> _Work instruction_:
Word for word, restate the data that follows, omitting the images.

Pixel coordinate listings:
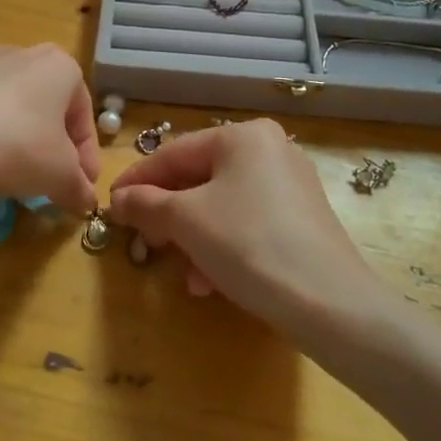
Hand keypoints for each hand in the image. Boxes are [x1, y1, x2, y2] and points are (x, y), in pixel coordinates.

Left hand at [0, 44, 100, 216]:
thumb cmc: (15, 147)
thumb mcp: (59, 176)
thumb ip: (78, 188)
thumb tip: (86, 202)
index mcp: (60, 68)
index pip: (84, 116)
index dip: (86, 157)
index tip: (80, 188)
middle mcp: (22, 54)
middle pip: (46, 104)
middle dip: (50, 141)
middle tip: (47, 178)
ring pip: (6, 98)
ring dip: (12, 129)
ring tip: (4, 168)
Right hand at [107, 119, 389, 346]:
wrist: (331, 304)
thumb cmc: (249, 245)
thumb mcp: (187, 221)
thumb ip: (146, 204)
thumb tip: (118, 199)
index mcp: (243, 136)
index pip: (175, 153)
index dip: (138, 180)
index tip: (110, 204)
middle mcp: (270, 149)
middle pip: (200, 179)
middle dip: (169, 216)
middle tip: (144, 241)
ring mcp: (291, 184)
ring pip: (223, 205)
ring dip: (194, 238)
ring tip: (183, 273)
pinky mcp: (304, 218)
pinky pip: (248, 222)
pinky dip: (224, 245)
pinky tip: (211, 281)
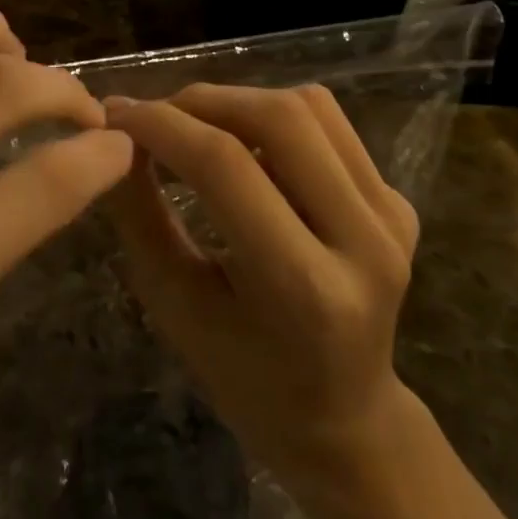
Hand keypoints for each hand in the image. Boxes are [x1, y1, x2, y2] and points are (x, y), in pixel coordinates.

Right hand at [102, 84, 420, 503]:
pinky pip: (329, 123)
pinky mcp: (402, 201)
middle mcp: (365, 241)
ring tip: (196, 128)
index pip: (226, 167)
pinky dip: (274, 116)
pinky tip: (246, 147)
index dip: (162, 126)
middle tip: (155, 115)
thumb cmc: (245, 378)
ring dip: (238, 101)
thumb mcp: (175, 306)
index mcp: (305, 288)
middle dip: (202, 101)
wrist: (344, 417)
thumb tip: (115, 137)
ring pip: (308, 106)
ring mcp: (392, 216)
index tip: (115, 113)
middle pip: (279, 118)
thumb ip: (140, 215)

> _Written solution_:
Hand keypoints for each hand in the image. Boxes are [x1, y1, x2, y2] and points are (x, y), in pixel coordinates.

Left hand at [0, 44, 100, 216]:
thumb cmc: (15, 147)
thumb mcp: (59, 176)
thumb ip: (78, 188)
thumb tip: (86, 202)
index mcp: (60, 68)
index pip: (84, 116)
index dip: (86, 157)
index tip: (80, 188)
middle mcp: (22, 54)
middle pip: (46, 104)
middle dip: (50, 141)
middle tip: (47, 178)
ring pip: (6, 98)
ring dip: (12, 129)
ring tip: (4, 168)
Right hand at [107, 119, 389, 346]:
wrist: (331, 304)
thumb cmc: (249, 245)
thumb mcp: (187, 221)
thumb ip: (146, 204)
thumb tip: (118, 199)
index mcp: (243, 136)
index pip: (175, 153)
index dip: (138, 180)
index tip: (110, 204)
middle mcp: (270, 149)
middle pip: (200, 179)
middle dip: (169, 216)
middle tip: (144, 241)
ring mcp: (291, 184)
ring pip: (223, 205)
ring dip: (194, 238)
ring tip: (183, 273)
pinky mcp: (304, 218)
pinky pip: (248, 222)
pinky dip: (224, 245)
pinky tip: (211, 281)
Hand keypoints for each hand in the image. Boxes are [x1, y1, x2, y2] and points are (x, y), in pixel coordinates.

Right hand at [102, 84, 420, 503]:
pinky pip: (329, 123)
pinky mcp: (402, 201)
middle mcp: (365, 241)
ring tip: (196, 128)
index pip: (226, 167)
pinky dip: (274, 116)
pinky tip: (246, 147)
index dip: (162, 126)
middle tip: (155, 115)
thumb cmc: (245, 378)
ring dip: (238, 101)
thumb mcp: (175, 306)
index mcp: (305, 288)
middle dip: (202, 101)
wrist: (344, 417)
thumb tip: (115, 137)
ring pip: (308, 106)
ring mcp: (392, 216)
index tip: (115, 113)
middle pip: (279, 118)
thumb ip: (140, 215)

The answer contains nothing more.